I just wondering whether anyone here know website or brokers that offer free WAP Services?

I know Sanford provide this service before, but now it's gone.

I am on the run all the time. I like to check stock price while I am on the road.

Thank you


----------



## krisbarry (23 October 2005)

Not sure about brokers or website that use WAP/GPRS services, although your mobile network may be of some help...

I use Vodafone Pre-paid.  When my credit runs out I can still use many of the features of GPRS for free, including checking stock prices.

Here is how I do it...

Find the extras feature of your phone, select Vodafone, then scoll down to find "The Buzz", then scroll down the menu to find shares.  Type in the ASX code and you get a free SMS sent to your phone.

A word of caution:  If you still have credit left on your phone you will be charged 50 per sms.

I can also access movie times, wheather, news etc all for free.  

Naughty me, when I had no credit...I used to also download ring tones and wallpapers at $3 a pop for free, till some computer nerd found the hole in the system and they shut it down.

Damn Nerds...LOL  Ohh well got stacks of free stuff for a while there

A tip for all electronic users is to find bugs/holes/floors in computer systems and exploit them till the companies find out and fix the problem, as long as it works in your favour!


----------



## JetDollars (23 October 2005)

Kris,

I also had the feature that you described above. Thank you.

But with GPRS you can constantly connect to the site, set up watchlist to monitor stocks. You also can access options trading from different stocks as well.

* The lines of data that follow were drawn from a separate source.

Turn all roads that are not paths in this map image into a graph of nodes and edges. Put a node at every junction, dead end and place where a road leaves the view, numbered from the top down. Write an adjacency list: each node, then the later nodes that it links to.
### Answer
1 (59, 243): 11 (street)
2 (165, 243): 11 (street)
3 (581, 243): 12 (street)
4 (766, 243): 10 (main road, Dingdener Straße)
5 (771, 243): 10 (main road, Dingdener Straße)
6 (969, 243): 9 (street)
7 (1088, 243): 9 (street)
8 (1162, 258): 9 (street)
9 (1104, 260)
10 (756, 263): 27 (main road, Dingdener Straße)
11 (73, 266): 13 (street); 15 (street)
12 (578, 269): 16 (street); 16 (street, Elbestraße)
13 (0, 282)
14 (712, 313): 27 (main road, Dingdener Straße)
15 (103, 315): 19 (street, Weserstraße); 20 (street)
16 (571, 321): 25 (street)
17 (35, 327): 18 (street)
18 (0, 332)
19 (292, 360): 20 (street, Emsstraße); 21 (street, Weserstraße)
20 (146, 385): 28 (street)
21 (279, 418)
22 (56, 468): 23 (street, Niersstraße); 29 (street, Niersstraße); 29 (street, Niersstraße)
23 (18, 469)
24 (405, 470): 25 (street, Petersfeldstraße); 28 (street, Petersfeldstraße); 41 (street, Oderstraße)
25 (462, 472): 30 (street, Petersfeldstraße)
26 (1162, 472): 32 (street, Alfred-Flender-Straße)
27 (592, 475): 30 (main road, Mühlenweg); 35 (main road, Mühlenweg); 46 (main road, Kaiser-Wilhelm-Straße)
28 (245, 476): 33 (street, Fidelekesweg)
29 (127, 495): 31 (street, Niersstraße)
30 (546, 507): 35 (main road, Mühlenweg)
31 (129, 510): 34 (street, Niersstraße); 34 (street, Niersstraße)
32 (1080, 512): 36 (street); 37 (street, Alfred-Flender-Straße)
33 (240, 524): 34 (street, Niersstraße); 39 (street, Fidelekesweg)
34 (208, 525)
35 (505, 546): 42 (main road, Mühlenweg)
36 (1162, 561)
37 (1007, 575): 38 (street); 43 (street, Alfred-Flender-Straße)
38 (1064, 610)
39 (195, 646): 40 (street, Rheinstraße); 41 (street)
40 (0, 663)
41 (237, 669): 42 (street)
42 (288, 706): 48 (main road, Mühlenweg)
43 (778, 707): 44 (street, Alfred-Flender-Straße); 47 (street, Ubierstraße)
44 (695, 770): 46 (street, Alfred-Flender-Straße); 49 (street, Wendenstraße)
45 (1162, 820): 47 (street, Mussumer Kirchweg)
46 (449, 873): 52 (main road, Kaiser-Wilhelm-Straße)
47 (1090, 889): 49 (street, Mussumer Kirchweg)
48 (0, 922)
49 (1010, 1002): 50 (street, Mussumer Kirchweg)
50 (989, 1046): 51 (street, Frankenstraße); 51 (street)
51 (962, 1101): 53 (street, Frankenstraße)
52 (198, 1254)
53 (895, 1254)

AS said before, I had that set up with CKLocke which used Sanford platform, but now it is not available anymore. I buy and sell options through my mobile phone through GPRS, but now I have to call them or use the internet.


----------



## Waspi914 (4 October 2007)

Jetdollars,

Sanford have just re-launched mobile trading again, but instead of WAP it uses the www.sanford.com.au into ur phone browser. More info at https://www.sanford.com.au/sanford/P...anford2Go.html

Waspi


----------